Examine the data line by line and report how many lines include the word "image", with no additional output.

> [SOURCE RECORDS]
- - - -

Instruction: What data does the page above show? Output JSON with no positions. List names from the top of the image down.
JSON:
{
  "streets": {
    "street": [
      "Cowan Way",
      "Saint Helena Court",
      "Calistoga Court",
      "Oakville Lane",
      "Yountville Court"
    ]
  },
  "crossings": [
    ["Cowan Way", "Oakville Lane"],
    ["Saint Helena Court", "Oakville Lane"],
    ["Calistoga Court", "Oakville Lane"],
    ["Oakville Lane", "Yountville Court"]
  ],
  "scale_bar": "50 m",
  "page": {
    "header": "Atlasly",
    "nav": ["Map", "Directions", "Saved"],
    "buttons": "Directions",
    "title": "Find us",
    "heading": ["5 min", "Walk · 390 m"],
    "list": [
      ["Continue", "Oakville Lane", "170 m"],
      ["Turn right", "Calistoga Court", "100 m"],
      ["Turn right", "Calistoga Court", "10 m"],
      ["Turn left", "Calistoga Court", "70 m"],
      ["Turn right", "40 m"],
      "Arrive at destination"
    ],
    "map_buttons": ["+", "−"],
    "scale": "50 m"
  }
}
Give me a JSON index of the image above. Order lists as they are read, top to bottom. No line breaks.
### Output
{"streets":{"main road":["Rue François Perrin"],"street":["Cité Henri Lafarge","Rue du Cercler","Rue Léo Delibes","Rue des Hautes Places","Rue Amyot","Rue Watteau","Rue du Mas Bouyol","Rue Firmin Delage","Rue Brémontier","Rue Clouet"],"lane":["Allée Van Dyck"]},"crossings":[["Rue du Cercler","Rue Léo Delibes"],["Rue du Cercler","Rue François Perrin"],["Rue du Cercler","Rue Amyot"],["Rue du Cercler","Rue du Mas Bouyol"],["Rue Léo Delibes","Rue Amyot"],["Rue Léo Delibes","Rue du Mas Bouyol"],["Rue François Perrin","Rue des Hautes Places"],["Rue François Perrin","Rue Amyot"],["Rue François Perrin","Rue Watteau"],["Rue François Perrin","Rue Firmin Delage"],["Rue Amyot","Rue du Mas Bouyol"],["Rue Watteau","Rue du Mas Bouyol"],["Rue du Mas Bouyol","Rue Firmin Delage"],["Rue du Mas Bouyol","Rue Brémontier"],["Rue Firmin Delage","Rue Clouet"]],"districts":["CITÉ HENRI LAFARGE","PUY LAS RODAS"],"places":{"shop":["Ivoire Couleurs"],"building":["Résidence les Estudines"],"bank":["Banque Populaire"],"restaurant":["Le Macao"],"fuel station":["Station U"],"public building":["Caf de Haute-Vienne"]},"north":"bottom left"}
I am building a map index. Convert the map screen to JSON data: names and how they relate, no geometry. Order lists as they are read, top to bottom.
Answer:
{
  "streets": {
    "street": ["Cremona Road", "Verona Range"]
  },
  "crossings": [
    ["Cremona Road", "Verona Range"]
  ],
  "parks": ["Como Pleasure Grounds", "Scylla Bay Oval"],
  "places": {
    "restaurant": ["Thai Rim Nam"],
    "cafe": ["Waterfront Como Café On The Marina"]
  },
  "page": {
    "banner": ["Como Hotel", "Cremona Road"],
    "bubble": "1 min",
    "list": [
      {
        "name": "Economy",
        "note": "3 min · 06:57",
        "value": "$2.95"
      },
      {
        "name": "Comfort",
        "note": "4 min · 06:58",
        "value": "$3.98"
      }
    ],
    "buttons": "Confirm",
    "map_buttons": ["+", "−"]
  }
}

- - - -

> [RESULT FOR THIS TASK]
2